DATA PROVIDED START

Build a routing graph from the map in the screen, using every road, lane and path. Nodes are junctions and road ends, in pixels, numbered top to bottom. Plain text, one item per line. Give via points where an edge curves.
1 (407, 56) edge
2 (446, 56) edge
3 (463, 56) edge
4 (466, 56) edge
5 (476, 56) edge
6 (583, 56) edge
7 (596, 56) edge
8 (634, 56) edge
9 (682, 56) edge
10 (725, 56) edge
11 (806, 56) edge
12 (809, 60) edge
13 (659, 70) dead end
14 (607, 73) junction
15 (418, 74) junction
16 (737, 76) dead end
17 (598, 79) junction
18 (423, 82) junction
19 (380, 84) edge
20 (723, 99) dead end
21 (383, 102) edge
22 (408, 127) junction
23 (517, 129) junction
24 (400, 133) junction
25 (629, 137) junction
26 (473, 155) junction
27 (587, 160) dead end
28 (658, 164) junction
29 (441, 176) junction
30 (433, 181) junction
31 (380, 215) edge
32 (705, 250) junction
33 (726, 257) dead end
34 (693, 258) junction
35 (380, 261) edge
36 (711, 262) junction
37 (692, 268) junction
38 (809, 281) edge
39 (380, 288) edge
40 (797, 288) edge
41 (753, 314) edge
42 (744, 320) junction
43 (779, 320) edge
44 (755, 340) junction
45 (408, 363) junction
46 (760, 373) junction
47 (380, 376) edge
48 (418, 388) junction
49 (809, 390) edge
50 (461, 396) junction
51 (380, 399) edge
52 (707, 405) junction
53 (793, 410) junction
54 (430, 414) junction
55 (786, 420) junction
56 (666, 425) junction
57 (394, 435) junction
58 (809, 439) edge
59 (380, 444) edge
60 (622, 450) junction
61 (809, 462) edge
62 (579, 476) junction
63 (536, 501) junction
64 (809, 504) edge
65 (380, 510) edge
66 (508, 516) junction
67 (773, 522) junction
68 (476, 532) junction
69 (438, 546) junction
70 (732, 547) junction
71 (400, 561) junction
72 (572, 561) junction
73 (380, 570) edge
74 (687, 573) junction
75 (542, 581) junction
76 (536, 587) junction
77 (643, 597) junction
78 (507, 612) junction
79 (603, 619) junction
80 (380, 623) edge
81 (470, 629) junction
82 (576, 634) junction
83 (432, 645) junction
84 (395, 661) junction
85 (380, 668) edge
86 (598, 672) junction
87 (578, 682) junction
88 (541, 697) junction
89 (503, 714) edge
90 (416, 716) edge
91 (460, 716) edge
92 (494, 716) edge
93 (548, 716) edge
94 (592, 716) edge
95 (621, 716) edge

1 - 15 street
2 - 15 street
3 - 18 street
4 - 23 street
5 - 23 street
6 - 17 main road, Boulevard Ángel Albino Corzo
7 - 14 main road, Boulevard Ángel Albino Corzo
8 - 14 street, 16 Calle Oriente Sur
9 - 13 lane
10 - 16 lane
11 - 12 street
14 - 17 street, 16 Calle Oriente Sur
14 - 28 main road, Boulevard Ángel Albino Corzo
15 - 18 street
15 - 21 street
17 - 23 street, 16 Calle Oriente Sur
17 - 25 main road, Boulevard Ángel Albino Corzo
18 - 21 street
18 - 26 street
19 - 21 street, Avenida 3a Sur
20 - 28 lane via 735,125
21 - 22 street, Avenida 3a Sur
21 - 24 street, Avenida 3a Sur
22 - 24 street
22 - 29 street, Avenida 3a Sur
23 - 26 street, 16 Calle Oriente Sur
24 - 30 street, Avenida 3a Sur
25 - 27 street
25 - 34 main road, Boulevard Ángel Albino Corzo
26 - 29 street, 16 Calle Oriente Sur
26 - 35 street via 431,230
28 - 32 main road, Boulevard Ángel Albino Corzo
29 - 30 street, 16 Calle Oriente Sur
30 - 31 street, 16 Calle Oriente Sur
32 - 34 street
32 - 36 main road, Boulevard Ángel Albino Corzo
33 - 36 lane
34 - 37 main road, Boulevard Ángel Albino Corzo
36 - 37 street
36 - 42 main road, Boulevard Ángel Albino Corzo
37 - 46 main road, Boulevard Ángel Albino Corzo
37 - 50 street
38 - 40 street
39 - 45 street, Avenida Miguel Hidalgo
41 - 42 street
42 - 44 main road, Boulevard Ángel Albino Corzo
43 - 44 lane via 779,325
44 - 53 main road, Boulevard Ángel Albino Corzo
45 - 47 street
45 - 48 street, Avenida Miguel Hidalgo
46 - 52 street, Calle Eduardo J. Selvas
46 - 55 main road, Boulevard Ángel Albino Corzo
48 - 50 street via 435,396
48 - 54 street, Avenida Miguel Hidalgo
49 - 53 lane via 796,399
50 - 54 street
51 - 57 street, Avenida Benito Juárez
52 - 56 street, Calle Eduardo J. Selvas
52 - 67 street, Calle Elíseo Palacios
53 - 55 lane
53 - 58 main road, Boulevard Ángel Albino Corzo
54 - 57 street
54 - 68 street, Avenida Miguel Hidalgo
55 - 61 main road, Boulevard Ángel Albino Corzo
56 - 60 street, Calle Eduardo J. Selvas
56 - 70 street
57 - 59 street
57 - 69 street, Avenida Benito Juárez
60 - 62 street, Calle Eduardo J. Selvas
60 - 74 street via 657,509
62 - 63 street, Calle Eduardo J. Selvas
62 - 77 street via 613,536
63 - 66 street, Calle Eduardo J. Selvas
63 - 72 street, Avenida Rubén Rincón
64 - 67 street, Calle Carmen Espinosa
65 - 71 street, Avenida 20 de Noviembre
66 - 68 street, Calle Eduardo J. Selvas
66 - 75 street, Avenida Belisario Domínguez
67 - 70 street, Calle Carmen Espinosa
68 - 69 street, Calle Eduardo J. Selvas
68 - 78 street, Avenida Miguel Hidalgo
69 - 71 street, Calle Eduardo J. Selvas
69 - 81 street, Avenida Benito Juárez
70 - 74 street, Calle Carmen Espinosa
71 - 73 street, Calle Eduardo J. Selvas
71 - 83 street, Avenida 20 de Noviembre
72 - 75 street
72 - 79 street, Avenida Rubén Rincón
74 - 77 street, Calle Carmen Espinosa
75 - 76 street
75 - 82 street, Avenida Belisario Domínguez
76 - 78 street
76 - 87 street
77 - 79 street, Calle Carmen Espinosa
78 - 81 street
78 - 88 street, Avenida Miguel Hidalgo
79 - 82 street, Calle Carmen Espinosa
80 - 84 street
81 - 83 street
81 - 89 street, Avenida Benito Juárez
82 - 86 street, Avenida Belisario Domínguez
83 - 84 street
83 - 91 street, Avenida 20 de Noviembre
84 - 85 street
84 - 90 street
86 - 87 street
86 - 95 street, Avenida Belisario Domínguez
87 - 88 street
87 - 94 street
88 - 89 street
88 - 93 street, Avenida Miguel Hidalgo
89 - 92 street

DATA PROVIDED END

▶ _WHAT YOU NEED TO DO_
Nothing but an exact reproduction of the entries is wanted.

▶ _FINISHED EXERCISE_
Build a routing graph from the map in the screen, using every road, lane and path. Nodes are junctions and road ends, in pixels, numbered top to bottom. Plain text, one item per line. Give via points where an edge curves.
1 (407, 56) edge
2 (446, 56) edge
3 (463, 56) edge
4 (466, 56) edge
5 (476, 56) edge
6 (583, 56) edge
7 (596, 56) edge
8 (634, 56) edge
9 (682, 56) edge
10 (725, 56) edge
11 (806, 56) edge
12 (809, 60) edge
13 (659, 70) dead end
14 (607, 73) junction
15 (418, 74) junction
16 (737, 76) dead end
17 (598, 79) junction
18 (423, 82) junction
19 (380, 84) edge
20 (723, 99) dead end
21 (383, 102) edge
22 (408, 127) junction
23 (517, 129) junction
24 (400, 133) junction
25 (629, 137) junction
26 (473, 155) junction
27 (587, 160) dead end
28 (658, 164) junction
29 (441, 176) junction
30 (433, 181) junction
31 (380, 215) edge
32 (705, 250) junction
33 (726, 257) dead end
34 (693, 258) junction
35 (380, 261) edge
36 (711, 262) junction
37 (692, 268) junction
38 (809, 281) edge
39 (380, 288) edge
40 (797, 288) edge
41 (753, 314) edge
42 (744, 320) junction
43 (779, 320) edge
44 (755, 340) junction
45 (408, 363) junction
46 (760, 373) junction
47 (380, 376) edge
48 (418, 388) junction
49 (809, 390) edge
50 (461, 396) junction
51 (380, 399) edge
52 (707, 405) junction
53 (793, 410) junction
54 (430, 414) junction
55 (786, 420) junction
56 (666, 425) junction
57 (394, 435) junction
58 (809, 439) edge
59 (380, 444) edge
60 (622, 450) junction
61 (809, 462) edge
62 (579, 476) junction
63 (536, 501) junction
64 (809, 504) edge
65 (380, 510) edge
66 (508, 516) junction
67 (773, 522) junction
68 (476, 532) junction
69 (438, 546) junction
70 (732, 547) junction
71 (400, 561) junction
72 (572, 561) junction
73 (380, 570) edge
74 (687, 573) junction
75 (542, 581) junction
76 (536, 587) junction
77 (643, 597) junction
78 (507, 612) junction
79 (603, 619) junction
80 (380, 623) edge
81 (470, 629) junction
82 (576, 634) junction
83 (432, 645) junction
84 (395, 661) junction
85 (380, 668) edge
86 (598, 672) junction
87 (578, 682) junction
88 (541, 697) junction
89 (503, 714) edge
90 (416, 716) edge
91 (460, 716) edge
92 (494, 716) edge
93 (548, 716) edge
94 (592, 716) edge
95 (621, 716) edge

1 - 15 street
2 - 15 street
3 - 18 street
4 - 23 street
5 - 23 street
6 - 17 main road, Boulevard Ángel Albino Corzo
7 - 14 main road, Boulevard Ángel Albino Corzo
8 - 14 street, 16 Calle Oriente Sur
9 - 13 lane
10 - 16 lane
11 - 12 street
14 - 17 street, 16 Calle Oriente Sur
14 - 28 main road, Boulevard Ángel Albino Corzo
15 - 18 street
15 - 21 street
17 - 23 street, 16 Calle Oriente Sur
17 - 25 main road, Boulevard Ángel Albino Corzo
18 - 21 street
18 - 26 street
19 - 21 street, Avenida 3a Sur
20 - 28 lane via 735,125
21 - 22 street, Avenida 3a Sur
21 - 24 street, Avenida 3a Sur
22 - 24 street
22 - 29 street, Avenida 3a Sur
23 - 26 street, 16 Calle Oriente Sur
24 - 30 street, Avenida 3a Sur
25 - 27 street
25 - 34 main road, Boulevard Ángel Albino Corzo
26 - 29 street, 16 Calle Oriente Sur
26 - 35 street via 431,230
28 - 32 main road, Boulevard Ángel Albino Corzo
29 - 30 street, 16 Calle Oriente Sur
30 - 31 street, 16 Calle Oriente Sur
32 - 34 street
32 - 36 main road, Boulevard Ángel Albino Corzo
33 - 36 lane
34 - 37 main road, Boulevard Ángel Albino Corzo
36 - 37 street
36 - 42 main road, Boulevard Ángel Albino Corzo
37 - 46 main road, Boulevard Ángel Albino Corzo
37 - 50 street
38 - 40 street
39 - 45 street, Avenida Miguel Hidalgo
41 - 42 street
42 - 44 main road, Boulevard Ángel Albino Corzo
43 - 44 lane via 779,325
44 - 53 main road, Boulevard Ángel Albino Corzo
45 - 47 street
45 - 48 street, Avenida Miguel Hidalgo
46 - 52 street, Calle Eduardo J. Selvas
46 - 55 main road, Boulevard Ángel Albino Corzo
48 - 50 street via 435,396
48 - 54 street, Avenida Miguel Hidalgo
49 - 53 lane via 796,399
50 - 54 street
51 - 57 street, Avenida Benito Juárez
52 - 56 street, Calle Eduardo J. Selvas
52 - 67 street, Calle Elíseo Palacios
53 - 55 lane
53 - 58 main road, Boulevard Ángel Albino Corzo
54 - 57 street
54 - 68 street, Avenida Miguel Hidalgo
55 - 61 main road, Boulevard Ángel Albino Corzo
56 - 60 street, Calle Eduardo J. Selvas
56 - 70 street
57 - 59 street
57 - 69 street, Avenida Benito Juárez
60 - 62 street, Calle Eduardo J. Selvas
60 - 74 street via 657,509
62 - 63 street, Calle Eduardo J. Selvas
62 - 77 street via 613,536
63 - 66 street, Calle Eduardo J. Selvas
63 - 72 street, Avenida Rubén Rincón
64 - 67 street, Calle Carmen Espinosa
65 - 71 street, Avenida 20 de Noviembre
66 - 68 street, Calle Eduardo J. Selvas
66 - 75 street, Avenida Belisario Domínguez
67 - 70 street, Calle Carmen Espinosa
68 - 69 street, Calle Eduardo J. Selvas
68 - 78 street, Avenida Miguel Hidalgo
69 - 71 street, Calle Eduardo J. Selvas
69 - 81 street, Avenida Benito Juárez
70 - 74 street, Calle Carmen Espinosa
71 - 73 street, Calle Eduardo J. Selvas
71 - 83 street, Avenida 20 de Noviembre
72 - 75 street
72 - 79 street, Avenida Rubén Rincón
74 - 77 street, Calle Carmen Espinosa
75 - 76 street
75 - 82 street, Avenida Belisario Domínguez
76 - 78 street
76 - 87 street
77 - 79 street, Calle Carmen Espinosa
78 - 81 street
78 - 88 street, Avenida Miguel Hidalgo
79 - 82 street, Calle Carmen Espinosa
80 - 84 street
81 - 83 street
81 - 89 street, Avenida Benito Juárez
82 - 86 street, Avenida Belisario Domínguez
83 - 84 street
83 - 91 street, Avenida 20 de Noviembre
84 - 85 street
84 - 90 street
86 - 87 street
86 - 95 street, Avenida Belisario Domínguez
87 - 88 street
87 - 94 street
88 - 89 street
88 - 93 street, Avenida Miguel Hidalgo
89 - 92 street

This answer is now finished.